▶ [Aim of the exercise]
Whenever an image turns up, omit it and return the remaining data exactly.

[[ Information supplied, beginning ]]

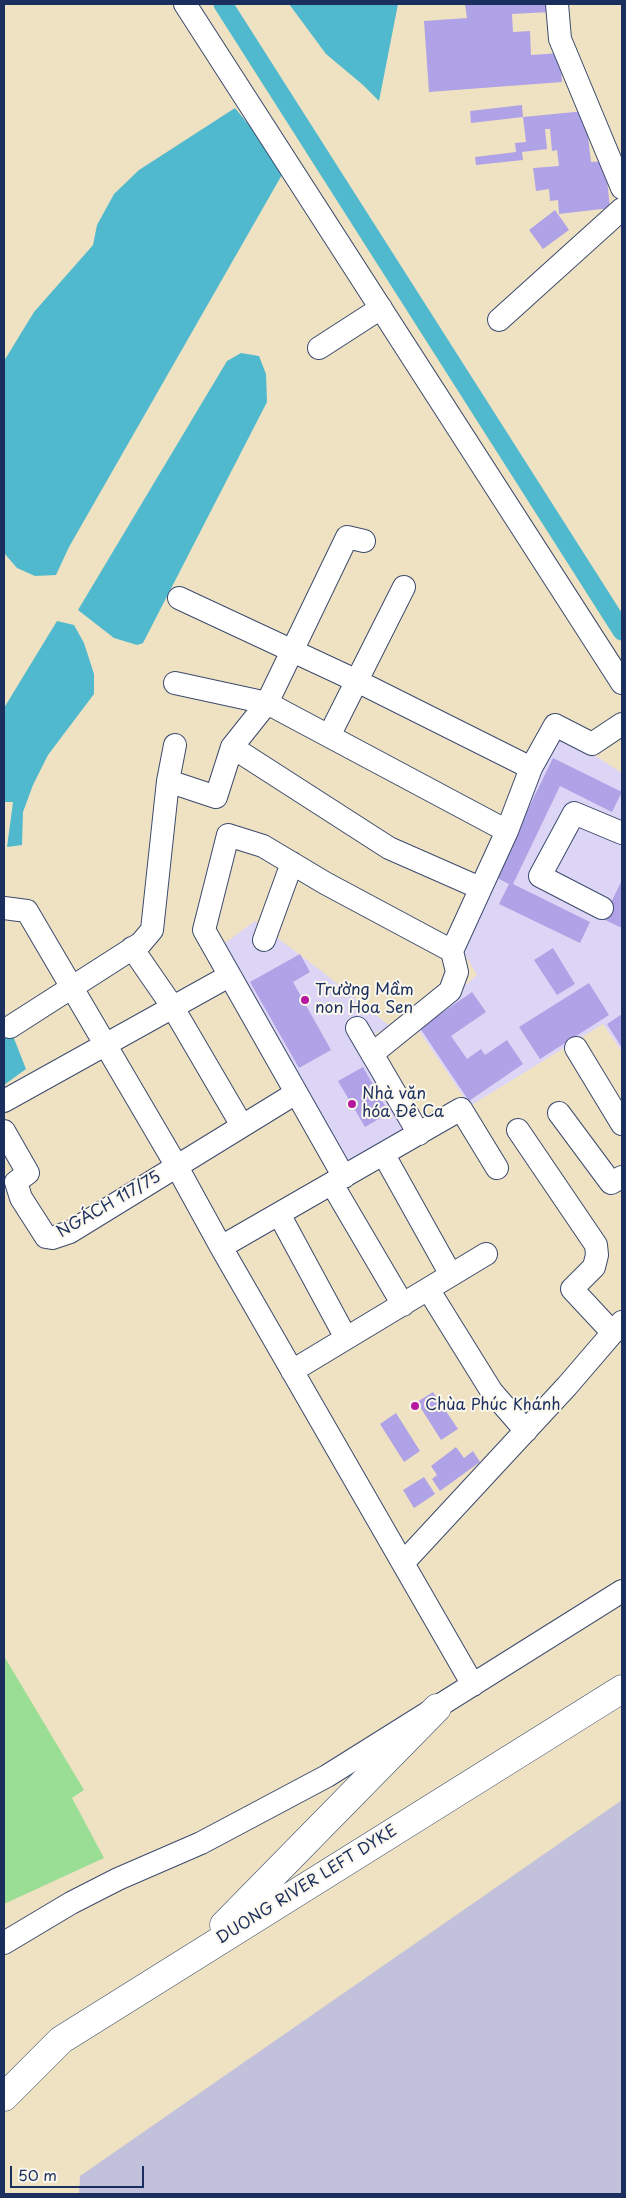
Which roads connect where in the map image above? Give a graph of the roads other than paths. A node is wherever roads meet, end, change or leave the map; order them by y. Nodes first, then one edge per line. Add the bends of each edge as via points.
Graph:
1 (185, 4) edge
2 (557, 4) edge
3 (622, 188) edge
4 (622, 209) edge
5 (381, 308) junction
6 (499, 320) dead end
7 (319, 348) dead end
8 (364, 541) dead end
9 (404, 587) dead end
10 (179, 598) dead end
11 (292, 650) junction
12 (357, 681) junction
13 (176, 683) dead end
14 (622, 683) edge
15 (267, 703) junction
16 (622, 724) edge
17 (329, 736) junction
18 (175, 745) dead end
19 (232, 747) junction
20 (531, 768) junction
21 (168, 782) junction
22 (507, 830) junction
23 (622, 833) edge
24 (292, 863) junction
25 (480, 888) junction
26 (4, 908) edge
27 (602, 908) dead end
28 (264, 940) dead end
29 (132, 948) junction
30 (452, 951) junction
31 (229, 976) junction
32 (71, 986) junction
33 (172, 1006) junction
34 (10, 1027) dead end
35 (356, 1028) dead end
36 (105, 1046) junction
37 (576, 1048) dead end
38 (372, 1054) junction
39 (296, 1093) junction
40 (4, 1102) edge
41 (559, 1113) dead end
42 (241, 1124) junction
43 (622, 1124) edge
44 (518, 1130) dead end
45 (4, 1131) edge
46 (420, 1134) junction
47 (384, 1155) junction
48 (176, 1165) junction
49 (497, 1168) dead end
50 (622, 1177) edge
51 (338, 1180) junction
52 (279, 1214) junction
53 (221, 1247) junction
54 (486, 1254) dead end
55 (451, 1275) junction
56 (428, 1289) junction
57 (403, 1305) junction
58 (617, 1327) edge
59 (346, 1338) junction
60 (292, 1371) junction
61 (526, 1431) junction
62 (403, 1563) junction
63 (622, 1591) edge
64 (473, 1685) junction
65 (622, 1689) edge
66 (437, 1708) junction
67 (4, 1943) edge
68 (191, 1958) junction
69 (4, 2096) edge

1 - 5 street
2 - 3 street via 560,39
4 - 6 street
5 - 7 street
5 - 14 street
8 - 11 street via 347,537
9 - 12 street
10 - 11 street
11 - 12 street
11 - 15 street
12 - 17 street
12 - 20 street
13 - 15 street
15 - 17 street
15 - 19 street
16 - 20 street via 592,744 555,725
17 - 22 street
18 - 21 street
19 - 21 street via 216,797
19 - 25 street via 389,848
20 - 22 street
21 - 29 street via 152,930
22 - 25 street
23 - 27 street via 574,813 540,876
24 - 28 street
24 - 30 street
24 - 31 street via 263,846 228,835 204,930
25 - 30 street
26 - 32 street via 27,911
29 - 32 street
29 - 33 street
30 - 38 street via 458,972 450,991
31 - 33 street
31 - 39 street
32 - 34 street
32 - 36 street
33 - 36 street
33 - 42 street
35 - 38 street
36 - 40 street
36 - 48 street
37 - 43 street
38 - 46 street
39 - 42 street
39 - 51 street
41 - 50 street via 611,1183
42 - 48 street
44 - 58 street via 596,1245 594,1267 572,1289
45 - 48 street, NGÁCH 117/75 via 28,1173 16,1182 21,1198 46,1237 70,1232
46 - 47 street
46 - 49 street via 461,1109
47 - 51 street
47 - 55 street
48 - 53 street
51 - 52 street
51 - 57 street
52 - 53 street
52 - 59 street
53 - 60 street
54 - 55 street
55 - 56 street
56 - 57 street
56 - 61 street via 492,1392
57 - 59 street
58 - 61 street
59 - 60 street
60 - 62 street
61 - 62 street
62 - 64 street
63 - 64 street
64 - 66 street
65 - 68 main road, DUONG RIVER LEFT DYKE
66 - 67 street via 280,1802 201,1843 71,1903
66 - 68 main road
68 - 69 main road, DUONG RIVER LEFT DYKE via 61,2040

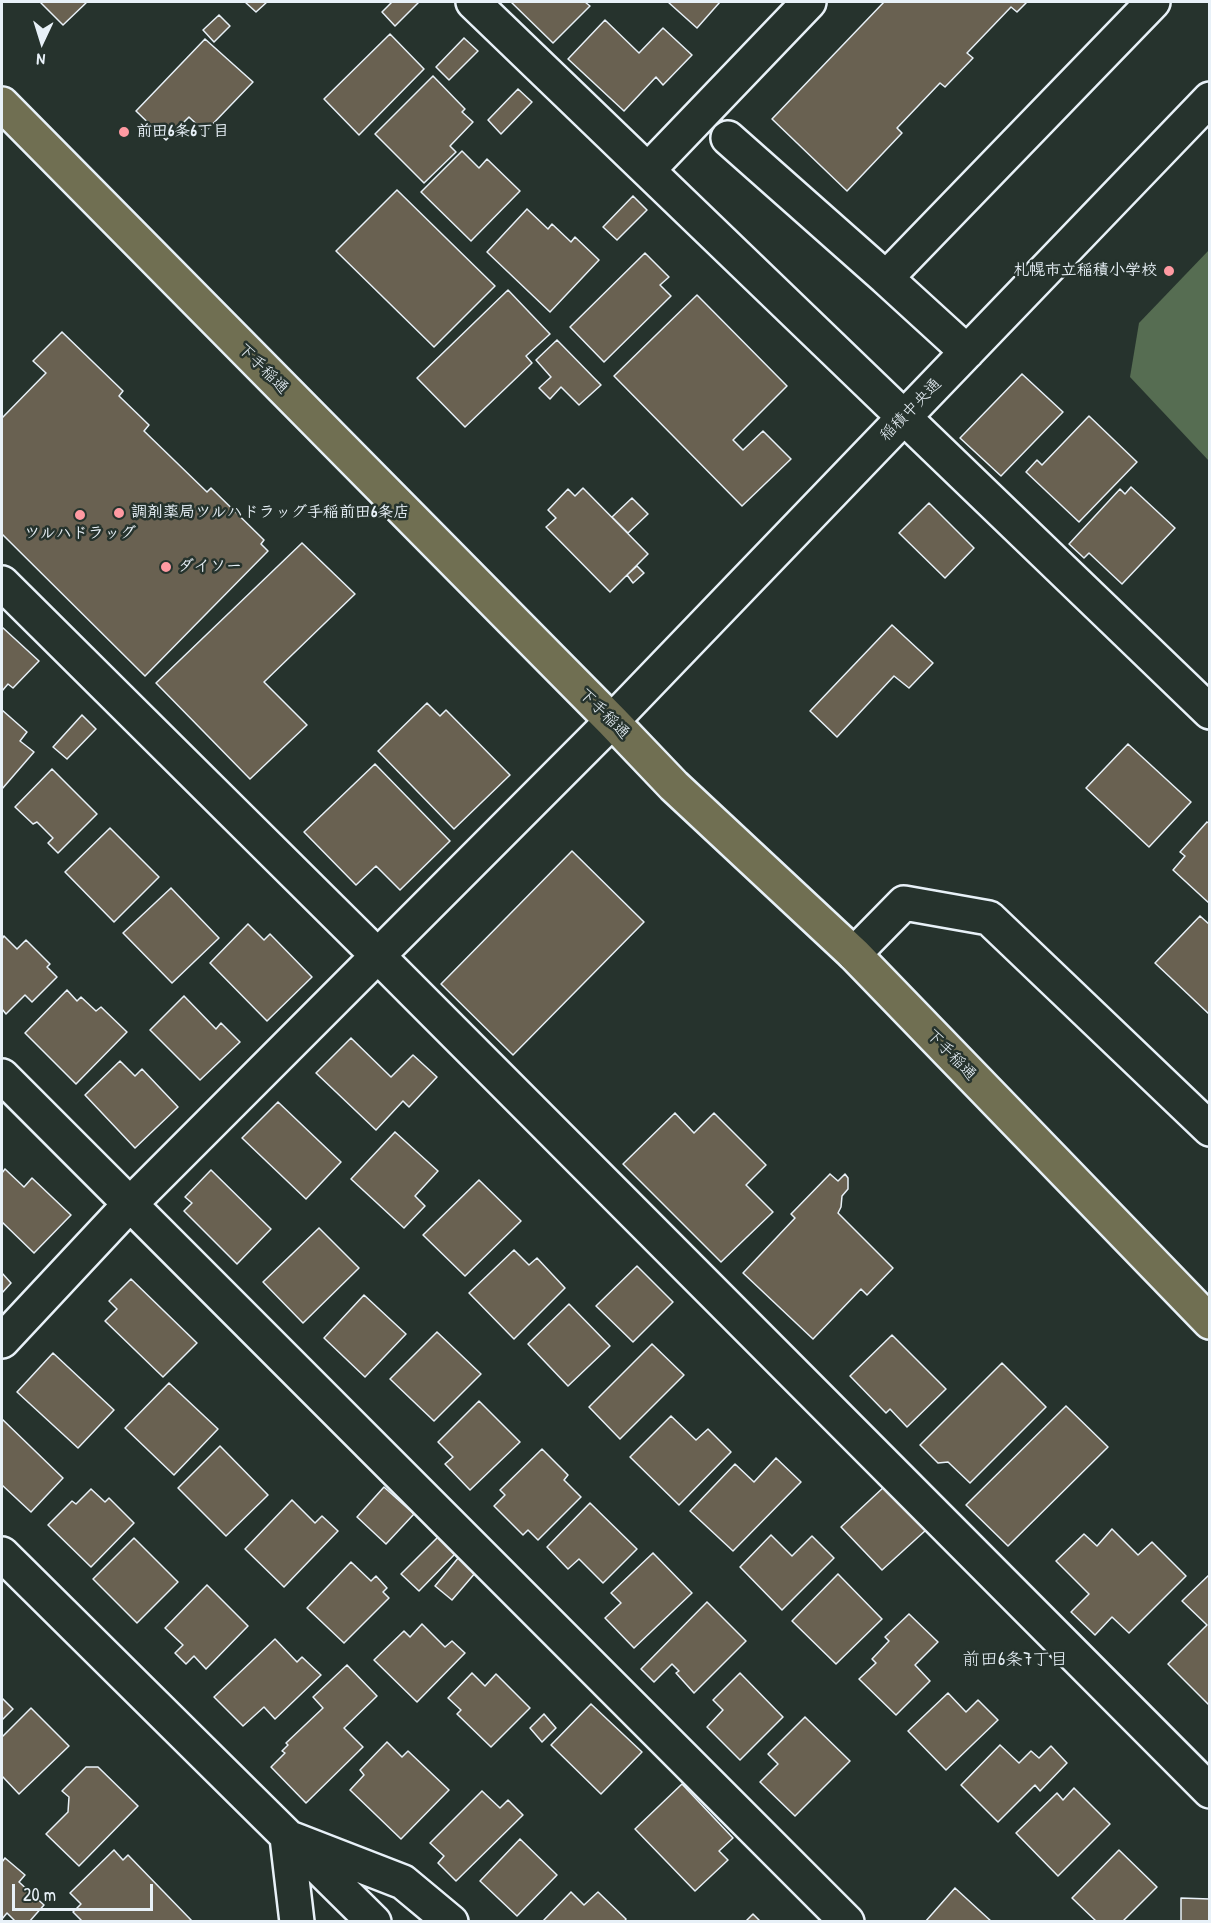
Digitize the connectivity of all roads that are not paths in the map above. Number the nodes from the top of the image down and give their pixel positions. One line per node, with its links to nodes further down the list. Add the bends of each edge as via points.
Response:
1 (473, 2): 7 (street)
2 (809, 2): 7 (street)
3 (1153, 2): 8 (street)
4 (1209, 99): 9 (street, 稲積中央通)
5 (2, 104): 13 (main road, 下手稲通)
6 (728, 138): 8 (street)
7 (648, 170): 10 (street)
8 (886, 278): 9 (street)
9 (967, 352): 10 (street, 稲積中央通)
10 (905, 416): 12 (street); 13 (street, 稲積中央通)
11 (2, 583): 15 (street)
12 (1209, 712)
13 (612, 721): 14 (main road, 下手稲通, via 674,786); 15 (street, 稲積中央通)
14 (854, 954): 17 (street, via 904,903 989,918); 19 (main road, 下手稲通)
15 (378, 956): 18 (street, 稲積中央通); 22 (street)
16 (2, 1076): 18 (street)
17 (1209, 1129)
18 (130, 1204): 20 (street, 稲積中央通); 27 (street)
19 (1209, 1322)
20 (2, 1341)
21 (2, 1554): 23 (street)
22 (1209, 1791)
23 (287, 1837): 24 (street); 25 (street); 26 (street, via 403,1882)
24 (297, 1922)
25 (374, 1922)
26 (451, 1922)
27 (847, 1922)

[[ Information supplied, end ]]

▶ [Response area]
Which roads connect where in the map image above? Give a graph of the roads other than paths. A node is wherever roads meet, end, change or leave the map; order them by y. Nodes first, then one edge per line. Add the bends of each edge as via points.
Graph:
1 (185, 4) edge
2 (557, 4) edge
3 (622, 188) edge
4 (622, 209) edge
5 (381, 308) junction
6 (499, 320) dead end
7 (319, 348) dead end
8 (364, 541) dead end
9 (404, 587) dead end
10 (179, 598) dead end
11 (292, 650) junction
12 (357, 681) junction
13 (176, 683) dead end
14 (622, 683) edge
15 (267, 703) junction
16 (622, 724) edge
17 (329, 736) junction
18 (175, 745) dead end
19 (232, 747) junction
20 (531, 768) junction
21 (168, 782) junction
22 (507, 830) junction
23 (622, 833) edge
24 (292, 863) junction
25 (480, 888) junction
26 (4, 908) edge
27 (602, 908) dead end
28 (264, 940) dead end
29 (132, 948) junction
30 (452, 951) junction
31 (229, 976) junction
32 (71, 986) junction
33 (172, 1006) junction
34 (10, 1027) dead end
35 (356, 1028) dead end
36 (105, 1046) junction
37 (576, 1048) dead end
38 (372, 1054) junction
39 (296, 1093) junction
40 (4, 1102) edge
41 (559, 1113) dead end
42 (241, 1124) junction
43 (622, 1124) edge
44 (518, 1130) dead end
45 (4, 1131) edge
46 (420, 1134) junction
47 (384, 1155) junction
48 (176, 1165) junction
49 (497, 1168) dead end
50 (622, 1177) edge
51 (338, 1180) junction
52 (279, 1214) junction
53 (221, 1247) junction
54 (486, 1254) dead end
55 (451, 1275) junction
56 (428, 1289) junction
57 (403, 1305) junction
58 (617, 1327) edge
59 (346, 1338) junction
60 (292, 1371) junction
61 (526, 1431) junction
62 (403, 1563) junction
63 (622, 1591) edge
64 (473, 1685) junction
65 (622, 1689) edge
66 (437, 1708) junction
67 (4, 1943) edge
68 (191, 1958) junction
69 (4, 2096) edge

1 - 5 street
2 - 3 street via 560,39
4 - 6 street
5 - 7 street
5 - 14 street
8 - 11 street via 347,537
9 - 12 street
10 - 11 street
11 - 12 street
11 - 15 street
12 - 17 street
12 - 20 street
13 - 15 street
15 - 17 street
15 - 19 street
16 - 20 street via 592,744 555,725
17 - 22 street
18 - 21 street
19 - 21 street via 216,797
19 - 25 street via 389,848
20 - 22 street
21 - 29 street via 152,930
22 - 25 street
23 - 27 street via 574,813 540,876
24 - 28 street
24 - 30 street
24 - 31 street via 263,846 228,835 204,930
25 - 30 street
26 - 32 street via 27,911
29 - 32 street
29 - 33 street
30 - 38 street via 458,972 450,991
31 - 33 street
31 - 39 street
32 - 34 street
32 - 36 street
33 - 36 street
33 - 42 street
35 - 38 street
36 - 40 street
36 - 48 street
37 - 43 street
38 - 46 street
39 - 42 street
39 - 51 street
41 - 50 street via 611,1183
42 - 48 street
44 - 58 street via 596,1245 594,1267 572,1289
45 - 48 street, NGÁCH 117/75 via 28,1173 16,1182 21,1198 46,1237 70,1232
46 - 47 street
46 - 49 street via 461,1109
47 - 51 street
47 - 55 street
48 - 53 street
51 - 52 street
51 - 57 street
52 - 53 street
52 - 59 street
53 - 60 street
54 - 55 street
55 - 56 street
56 - 57 street
56 - 61 street via 492,1392
57 - 59 street
58 - 61 street
59 - 60 street
60 - 62 street
61 - 62 street
62 - 64 street
63 - 64 street
64 - 66 street
65 - 68 main road, DUONG RIVER LEFT DYKE
66 - 67 street via 280,1802 201,1843 71,1903
66 - 68 main road
68 - 69 main road, DUONG RIVER LEFT DYKE via 61,2040

Digitize the connectivity of all roads that are not paths in the map above. Number the nodes from the top of the image down and give their pixel positions. One line per node, with its links to nodes further down the list. Add the bends of each edge as via points.
Response:
1 (473, 2): 7 (street)
2 (809, 2): 7 (street)
3 (1153, 2): 8 (street)
4 (1209, 99): 9 (street, 稲積中央通)
5 (2, 104): 13 (main road, 下手稲通)
6 (728, 138): 8 (street)
7 (648, 170): 10 (street)
8 (886, 278): 9 (street)
9 (967, 352): 10 (street, 稲積中央通)
10 (905, 416): 12 (street); 13 (street, 稲積中央通)
11 (2, 583): 15 (street)
12 (1209, 712)
13 (612, 721): 14 (main road, 下手稲通, via 674,786); 15 (street, 稲積中央通)
14 (854, 954): 17 (street, via 904,903 989,918); 19 (main road, 下手稲通)
15 (378, 956): 18 (street, 稲積中央通); 22 (street)
16 (2, 1076): 18 (street)
17 (1209, 1129)
18 (130, 1204): 20 (street, 稲積中央通); 27 (street)
19 (1209, 1322)
20 (2, 1341)
21 (2, 1554): 23 (street)
22 (1209, 1791)
23 (287, 1837): 24 (street); 25 (street); 26 (street, via 403,1882)
24 (297, 1922)
25 (374, 1922)
26 (451, 1922)
27 (847, 1922)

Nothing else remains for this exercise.